Reading List — Table Union Search

Topics

Foundations
Column-Semantics Methods
Representation Learning
Relationship-Aware Search
Table-Centric & LLM-Based
Novelty & Diversity
Benchmarks & Evaluation
Applications

01 — Foundations

The Foundational Formulation

The paper that formally defined the problem and set the agenda: a probabilistic framework where two tables are unionable if their columns are drawn from the same domains, ranked by attribute-level statistical signals on values and embeddings.

PVLDB2018Required

Table Union Search on Open Data

F. Nargesian, E. Zhu, K. Q. Pu, R. J. Miller

Defines table union search as finding the top-k tables whose columns are unionable with a query table's columns. Introduces three attribute-level unionability statistics — set, semantic (entity-based), and natural-language (embedding-based) — combined into an ensemble score. Releases the original TUS benchmark, the de facto evaluation set for nearly all follow-on work.

PDF ACM DL

02 — Column Semantics

Column-Semantics Methods

A first generation of follow-ups: better column-level semantic signals — ensembles of similarity measures, knowledge-base lookups, and richer column embeddings — but still column-by-column matching aggregated to a table score.

ICDE2020

D³L: Dataset Discovery in Data Lakes

A. Bogatu, A. A. A. Fernandes, N. W. Paton, N. Konstantinou

Combines five column-pairwise similarity measures (attribute names, formats, word embeddings, distributions, domain) into a multi-criteria distance function, supporting both unionable and joinable discovery on the same indexing substrate. A common comparison baseline.

IEEE arXiv

03 — Representation Learning

Deep Representation Learning

Methods that learn column or table embeddings end-to-end with pre-trained language models and self-supervised contrastive objectives. Encoders capture context across the whole column (and sometimes the table), and search reduces to nearest-neighbor lookup over the embeddings.

SIGMOD2023Required

Semantics-aware Dataset Discovery from Data Lakes with Contextualized Column-Based Representation Learning (Starmie)
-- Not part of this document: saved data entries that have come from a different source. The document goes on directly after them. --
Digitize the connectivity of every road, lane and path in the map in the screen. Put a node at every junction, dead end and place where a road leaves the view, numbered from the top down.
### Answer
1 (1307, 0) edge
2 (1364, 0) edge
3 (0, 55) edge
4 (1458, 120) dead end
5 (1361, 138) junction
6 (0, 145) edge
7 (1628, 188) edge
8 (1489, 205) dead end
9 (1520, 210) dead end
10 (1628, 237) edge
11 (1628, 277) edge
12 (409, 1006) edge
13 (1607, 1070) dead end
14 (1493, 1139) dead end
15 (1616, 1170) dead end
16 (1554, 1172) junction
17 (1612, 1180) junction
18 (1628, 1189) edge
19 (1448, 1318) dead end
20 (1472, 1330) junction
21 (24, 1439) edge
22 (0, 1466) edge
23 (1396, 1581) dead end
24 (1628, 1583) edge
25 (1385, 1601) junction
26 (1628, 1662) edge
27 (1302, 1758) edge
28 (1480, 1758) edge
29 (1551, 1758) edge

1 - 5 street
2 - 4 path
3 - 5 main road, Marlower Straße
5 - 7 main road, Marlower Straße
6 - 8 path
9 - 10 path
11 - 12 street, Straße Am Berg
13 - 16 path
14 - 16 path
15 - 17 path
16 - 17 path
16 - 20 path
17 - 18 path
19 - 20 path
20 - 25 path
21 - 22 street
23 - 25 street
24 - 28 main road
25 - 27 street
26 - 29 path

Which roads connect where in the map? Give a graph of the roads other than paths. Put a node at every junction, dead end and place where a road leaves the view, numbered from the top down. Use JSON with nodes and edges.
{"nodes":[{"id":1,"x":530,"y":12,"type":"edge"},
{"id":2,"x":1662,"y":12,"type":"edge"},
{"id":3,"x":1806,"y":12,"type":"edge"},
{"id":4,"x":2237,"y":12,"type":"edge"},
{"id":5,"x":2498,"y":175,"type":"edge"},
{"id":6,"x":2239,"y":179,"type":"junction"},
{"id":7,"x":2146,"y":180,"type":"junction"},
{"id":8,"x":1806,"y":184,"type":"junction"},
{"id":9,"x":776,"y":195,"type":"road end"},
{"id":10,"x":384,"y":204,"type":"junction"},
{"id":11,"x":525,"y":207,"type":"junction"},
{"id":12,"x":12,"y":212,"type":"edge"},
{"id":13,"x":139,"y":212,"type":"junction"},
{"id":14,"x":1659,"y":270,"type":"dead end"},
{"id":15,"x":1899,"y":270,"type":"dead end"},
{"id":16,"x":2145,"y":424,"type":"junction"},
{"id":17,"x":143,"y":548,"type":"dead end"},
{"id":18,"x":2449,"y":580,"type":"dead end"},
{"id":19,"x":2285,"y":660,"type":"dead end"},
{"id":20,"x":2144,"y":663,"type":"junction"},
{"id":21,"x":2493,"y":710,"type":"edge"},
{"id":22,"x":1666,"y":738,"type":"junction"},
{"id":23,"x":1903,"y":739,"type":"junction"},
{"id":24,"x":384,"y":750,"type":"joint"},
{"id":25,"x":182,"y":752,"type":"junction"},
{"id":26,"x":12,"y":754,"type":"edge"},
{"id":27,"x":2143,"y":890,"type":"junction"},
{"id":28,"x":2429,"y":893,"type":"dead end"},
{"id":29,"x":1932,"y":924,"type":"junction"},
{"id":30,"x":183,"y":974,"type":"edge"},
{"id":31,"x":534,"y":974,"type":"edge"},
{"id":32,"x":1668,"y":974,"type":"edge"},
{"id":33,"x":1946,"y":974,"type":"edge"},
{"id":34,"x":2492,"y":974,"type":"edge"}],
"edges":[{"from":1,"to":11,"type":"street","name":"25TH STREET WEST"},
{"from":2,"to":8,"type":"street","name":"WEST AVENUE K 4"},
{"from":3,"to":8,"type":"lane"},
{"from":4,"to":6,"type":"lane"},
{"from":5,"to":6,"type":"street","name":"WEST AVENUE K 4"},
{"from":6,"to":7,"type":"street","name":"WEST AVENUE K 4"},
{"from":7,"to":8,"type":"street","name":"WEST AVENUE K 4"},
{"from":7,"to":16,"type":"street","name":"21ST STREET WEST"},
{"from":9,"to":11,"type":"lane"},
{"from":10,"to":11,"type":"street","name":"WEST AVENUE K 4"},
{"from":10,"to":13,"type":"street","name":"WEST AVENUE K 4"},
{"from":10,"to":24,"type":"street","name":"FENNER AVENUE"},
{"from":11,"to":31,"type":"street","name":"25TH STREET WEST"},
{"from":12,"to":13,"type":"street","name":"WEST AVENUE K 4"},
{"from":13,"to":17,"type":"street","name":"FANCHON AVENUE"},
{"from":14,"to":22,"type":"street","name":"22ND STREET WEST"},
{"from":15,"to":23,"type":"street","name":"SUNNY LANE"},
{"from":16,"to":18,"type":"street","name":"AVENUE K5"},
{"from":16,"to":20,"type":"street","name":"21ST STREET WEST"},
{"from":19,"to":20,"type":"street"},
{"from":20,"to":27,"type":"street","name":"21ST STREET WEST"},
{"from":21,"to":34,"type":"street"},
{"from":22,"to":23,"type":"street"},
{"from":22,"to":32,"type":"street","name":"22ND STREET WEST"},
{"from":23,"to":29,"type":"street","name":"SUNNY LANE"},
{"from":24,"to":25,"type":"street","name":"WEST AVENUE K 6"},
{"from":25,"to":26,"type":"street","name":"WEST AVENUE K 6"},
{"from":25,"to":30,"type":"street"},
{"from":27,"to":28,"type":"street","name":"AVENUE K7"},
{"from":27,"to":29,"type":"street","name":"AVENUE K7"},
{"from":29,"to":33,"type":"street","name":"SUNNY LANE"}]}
G. Fan, J. Wang, Y. Li, D. Zhang, R. J. Miller

Pre-trains a column encoder with multi-column contrastive learning so that columns within the same table inform each other's embedding. Cosine similarity becomes the column unionability score; combined with a filter-and-verify framework and HNSW indexing for sub-linear search. Reports +6.8 MAP over prior baselines and becomes a standard 2024–25 reference point.

PDF ACM DL

arXiv2023

Pylon: Semantic Table Union Search in Data Lakes

T. Cong, F. Nargesian, H. V. Jagadish

Frames union search as an unsupervised representation-learning problem with a contrastive objective that is aware of the downstream search/index structure. Tightly couples training and retrieval so that learned embeddings are good not just intrinsically but for the specific top-k nearest-neighbor query.

arXiv PDF

04 — Relationships

Relationship-Aware Search

A different cut at the problem: unionability shouldn't just depend on individual columns drawing from the same domain. It should also require that the relationships between columns are consistent across the two tables. This pushes table union search away from column-by-column matching toward a structural view.

SIGMOD2023Required

SANTOS: Relationship-Based Semantic Table Union Search

A. Khatiwada, G. Fan, R. Shraga, Z. Chen, W. Gatterbauer, R. J. Miller, M. Riedewald

Two tables are unionable when their columns share both domain semantics and binary relationships. SANTOS retrieves relationships from an existing KB (YAGO) and synthesizes one from the data lake itself when KB coverage is thin. Releases relabeled and new benchmarks; outperforms the original TUS pipeline by a wide margin.

ACM DL arXiv Code

05 — Table-Centric & LLM-Based

Table-Centric & LLM-Based Approaches

A 2024–25 turn in the literature: rather than scoring column pairs and aggregating to a table score, learn holistic table embeddings or invoke an LLM directly. Promises both better ranking quality (no aggregation artifacts) and faster retrieval (one vector per table).

arXiv2026

Efficient and Effective Table-Centric Table Union Search in Data Lakes (TACTUS)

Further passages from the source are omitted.